• Exercise prompt
Output each line of the data word for word, from the first through the line that holds "pinky tip: (412, 394)", and leave off whatever follows.

————

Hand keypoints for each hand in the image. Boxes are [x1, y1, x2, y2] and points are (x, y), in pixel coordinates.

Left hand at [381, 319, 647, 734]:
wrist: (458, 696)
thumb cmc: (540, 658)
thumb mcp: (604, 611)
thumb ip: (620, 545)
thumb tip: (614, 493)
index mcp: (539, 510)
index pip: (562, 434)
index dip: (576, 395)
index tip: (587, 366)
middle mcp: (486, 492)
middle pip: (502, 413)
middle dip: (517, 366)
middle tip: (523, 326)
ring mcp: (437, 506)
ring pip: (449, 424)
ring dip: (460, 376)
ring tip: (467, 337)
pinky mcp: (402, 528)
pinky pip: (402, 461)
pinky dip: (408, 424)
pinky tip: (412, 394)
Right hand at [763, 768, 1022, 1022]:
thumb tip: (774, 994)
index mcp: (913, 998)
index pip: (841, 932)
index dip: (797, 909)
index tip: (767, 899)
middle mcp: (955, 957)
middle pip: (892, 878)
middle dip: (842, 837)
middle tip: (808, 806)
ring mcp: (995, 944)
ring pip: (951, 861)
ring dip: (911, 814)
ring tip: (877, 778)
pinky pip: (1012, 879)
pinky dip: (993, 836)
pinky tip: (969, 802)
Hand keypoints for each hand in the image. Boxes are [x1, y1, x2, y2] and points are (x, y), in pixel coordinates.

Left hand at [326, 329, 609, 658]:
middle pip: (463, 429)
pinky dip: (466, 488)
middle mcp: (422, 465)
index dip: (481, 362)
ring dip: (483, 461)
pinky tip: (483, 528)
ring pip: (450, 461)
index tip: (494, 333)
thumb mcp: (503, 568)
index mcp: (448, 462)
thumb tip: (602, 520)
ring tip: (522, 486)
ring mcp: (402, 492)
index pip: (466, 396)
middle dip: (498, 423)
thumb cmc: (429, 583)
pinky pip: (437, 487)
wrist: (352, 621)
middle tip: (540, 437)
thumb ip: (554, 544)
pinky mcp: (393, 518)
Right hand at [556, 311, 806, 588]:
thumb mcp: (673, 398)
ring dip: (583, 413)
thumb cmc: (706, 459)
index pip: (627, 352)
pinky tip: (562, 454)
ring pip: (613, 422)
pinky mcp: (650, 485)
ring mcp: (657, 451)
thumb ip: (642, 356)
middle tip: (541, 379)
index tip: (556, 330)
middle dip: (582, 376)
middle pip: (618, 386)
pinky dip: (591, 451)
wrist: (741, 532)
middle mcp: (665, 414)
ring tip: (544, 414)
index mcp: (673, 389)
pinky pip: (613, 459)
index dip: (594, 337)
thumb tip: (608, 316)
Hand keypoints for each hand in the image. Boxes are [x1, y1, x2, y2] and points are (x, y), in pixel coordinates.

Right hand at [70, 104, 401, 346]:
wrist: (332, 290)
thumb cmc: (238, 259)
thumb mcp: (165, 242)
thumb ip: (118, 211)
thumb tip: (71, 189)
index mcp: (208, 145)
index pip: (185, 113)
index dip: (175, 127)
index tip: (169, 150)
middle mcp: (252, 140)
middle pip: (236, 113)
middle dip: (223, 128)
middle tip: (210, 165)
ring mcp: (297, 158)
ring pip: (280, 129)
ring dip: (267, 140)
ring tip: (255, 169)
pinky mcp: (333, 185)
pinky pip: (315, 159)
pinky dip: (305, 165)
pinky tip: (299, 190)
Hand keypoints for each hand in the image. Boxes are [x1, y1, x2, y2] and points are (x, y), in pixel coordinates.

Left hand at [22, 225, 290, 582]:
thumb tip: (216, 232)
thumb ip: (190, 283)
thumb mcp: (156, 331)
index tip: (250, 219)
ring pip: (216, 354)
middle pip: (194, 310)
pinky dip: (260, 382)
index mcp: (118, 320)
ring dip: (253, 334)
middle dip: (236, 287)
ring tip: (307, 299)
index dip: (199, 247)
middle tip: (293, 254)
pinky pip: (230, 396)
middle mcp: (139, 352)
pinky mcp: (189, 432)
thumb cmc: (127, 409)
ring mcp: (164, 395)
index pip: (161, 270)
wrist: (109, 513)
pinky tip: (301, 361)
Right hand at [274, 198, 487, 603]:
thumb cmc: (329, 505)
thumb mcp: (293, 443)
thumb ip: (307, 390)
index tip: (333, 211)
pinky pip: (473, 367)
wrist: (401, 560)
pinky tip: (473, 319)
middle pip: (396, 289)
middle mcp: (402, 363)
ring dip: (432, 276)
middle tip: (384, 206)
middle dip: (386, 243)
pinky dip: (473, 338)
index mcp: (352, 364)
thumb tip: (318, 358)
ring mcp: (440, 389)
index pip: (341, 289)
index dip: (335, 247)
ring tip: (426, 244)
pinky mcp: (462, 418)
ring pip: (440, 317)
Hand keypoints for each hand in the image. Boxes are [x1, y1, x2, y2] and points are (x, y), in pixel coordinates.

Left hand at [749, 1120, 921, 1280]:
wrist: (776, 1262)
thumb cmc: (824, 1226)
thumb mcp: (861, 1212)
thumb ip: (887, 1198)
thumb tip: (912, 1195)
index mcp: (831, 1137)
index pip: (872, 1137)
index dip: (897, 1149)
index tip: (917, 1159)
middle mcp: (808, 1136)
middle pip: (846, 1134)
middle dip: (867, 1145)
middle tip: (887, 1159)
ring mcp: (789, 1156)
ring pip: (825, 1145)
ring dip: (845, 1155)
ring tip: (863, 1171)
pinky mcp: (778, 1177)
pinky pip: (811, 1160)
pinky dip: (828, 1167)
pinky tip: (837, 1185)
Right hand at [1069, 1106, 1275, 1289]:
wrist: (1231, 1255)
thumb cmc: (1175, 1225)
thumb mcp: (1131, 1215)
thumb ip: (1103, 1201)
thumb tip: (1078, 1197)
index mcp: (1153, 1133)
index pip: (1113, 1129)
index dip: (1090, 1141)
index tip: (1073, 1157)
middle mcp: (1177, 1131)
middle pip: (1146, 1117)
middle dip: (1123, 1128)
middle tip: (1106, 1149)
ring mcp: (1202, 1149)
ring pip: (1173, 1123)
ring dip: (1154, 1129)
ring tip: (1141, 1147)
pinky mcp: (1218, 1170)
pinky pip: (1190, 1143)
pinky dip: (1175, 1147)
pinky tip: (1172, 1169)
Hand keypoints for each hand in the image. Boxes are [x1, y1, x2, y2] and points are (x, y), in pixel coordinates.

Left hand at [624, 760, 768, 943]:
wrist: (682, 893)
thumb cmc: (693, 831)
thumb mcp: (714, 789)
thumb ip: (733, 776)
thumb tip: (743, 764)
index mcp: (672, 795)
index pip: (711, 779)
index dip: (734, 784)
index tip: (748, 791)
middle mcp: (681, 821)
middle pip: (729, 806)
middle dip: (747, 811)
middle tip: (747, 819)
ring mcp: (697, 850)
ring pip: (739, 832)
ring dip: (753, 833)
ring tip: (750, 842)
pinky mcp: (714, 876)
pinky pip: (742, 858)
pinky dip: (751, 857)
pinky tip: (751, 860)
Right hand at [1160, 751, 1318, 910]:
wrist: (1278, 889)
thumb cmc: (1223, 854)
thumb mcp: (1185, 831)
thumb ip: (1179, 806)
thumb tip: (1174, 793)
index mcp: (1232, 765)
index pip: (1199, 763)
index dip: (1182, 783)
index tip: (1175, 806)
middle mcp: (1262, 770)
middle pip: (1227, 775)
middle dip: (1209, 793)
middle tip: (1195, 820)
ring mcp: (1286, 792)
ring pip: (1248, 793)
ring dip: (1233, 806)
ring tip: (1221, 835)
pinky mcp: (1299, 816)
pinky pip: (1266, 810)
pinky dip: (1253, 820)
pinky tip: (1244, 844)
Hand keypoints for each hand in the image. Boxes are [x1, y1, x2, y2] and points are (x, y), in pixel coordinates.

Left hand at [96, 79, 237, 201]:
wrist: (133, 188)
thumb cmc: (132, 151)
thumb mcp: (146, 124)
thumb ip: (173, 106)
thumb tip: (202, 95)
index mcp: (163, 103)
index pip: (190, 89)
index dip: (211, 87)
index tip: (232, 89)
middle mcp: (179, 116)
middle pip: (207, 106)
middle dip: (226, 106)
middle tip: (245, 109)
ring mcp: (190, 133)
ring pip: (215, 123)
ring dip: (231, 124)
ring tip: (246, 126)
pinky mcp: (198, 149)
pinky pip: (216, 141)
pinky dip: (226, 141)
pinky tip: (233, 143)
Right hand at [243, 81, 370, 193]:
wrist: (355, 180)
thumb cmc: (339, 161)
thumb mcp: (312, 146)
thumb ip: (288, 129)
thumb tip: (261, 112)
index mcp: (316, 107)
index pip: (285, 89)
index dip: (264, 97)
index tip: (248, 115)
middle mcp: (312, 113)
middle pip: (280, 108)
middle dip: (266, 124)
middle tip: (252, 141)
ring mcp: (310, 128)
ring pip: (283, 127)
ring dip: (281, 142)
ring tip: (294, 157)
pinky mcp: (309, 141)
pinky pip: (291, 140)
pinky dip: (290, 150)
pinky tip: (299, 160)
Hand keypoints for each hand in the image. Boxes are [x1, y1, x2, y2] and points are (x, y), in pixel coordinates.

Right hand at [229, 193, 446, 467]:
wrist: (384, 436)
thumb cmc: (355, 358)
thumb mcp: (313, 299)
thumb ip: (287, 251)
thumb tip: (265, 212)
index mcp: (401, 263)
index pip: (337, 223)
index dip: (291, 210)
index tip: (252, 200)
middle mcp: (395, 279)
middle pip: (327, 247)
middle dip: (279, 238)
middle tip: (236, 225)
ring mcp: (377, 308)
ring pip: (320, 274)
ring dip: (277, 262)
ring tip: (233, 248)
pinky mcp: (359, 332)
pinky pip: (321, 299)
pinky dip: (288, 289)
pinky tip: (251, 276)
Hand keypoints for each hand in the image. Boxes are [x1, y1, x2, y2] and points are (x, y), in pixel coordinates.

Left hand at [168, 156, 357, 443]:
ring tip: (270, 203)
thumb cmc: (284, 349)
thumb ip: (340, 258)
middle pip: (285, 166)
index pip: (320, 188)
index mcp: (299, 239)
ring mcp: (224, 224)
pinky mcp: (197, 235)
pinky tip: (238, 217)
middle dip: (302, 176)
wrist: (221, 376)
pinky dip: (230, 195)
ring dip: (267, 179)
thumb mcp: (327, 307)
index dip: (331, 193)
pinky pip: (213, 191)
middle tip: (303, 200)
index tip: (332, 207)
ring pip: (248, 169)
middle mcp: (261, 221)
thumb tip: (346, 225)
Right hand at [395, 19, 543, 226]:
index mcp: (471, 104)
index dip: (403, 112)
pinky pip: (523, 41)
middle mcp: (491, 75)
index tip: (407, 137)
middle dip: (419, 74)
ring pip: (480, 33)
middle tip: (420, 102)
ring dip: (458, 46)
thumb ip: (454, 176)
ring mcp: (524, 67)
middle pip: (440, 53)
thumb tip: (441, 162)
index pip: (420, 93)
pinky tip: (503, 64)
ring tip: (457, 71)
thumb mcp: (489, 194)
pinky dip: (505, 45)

————

• Result of the task
Hand keypoints for each hand in the image. Boxes are [x1, y1, x2, y2] and points are (x, y), in pixel coordinates.

Left hand at [381, 319, 647, 734]:
wrist: (458, 696)
thumb cmc: (540, 658)
thumb mcp: (604, 611)
thumb ip: (620, 545)
thumb tip: (614, 493)
index mcp: (539, 510)
index pip: (562, 434)
index dip: (576, 395)
index tip: (587, 366)
middle mcp: (486, 492)
middle pip: (502, 413)
middle dip: (517, 366)
middle tip: (523, 326)
ring mcp: (437, 506)
ring pip: (449, 424)
ring dip: (460, 376)
ring tip: (467, 337)
pinky mcp: (402, 528)
pinky pip: (402, 461)
pinky dip: (408, 424)
pinky tip: (412, 394)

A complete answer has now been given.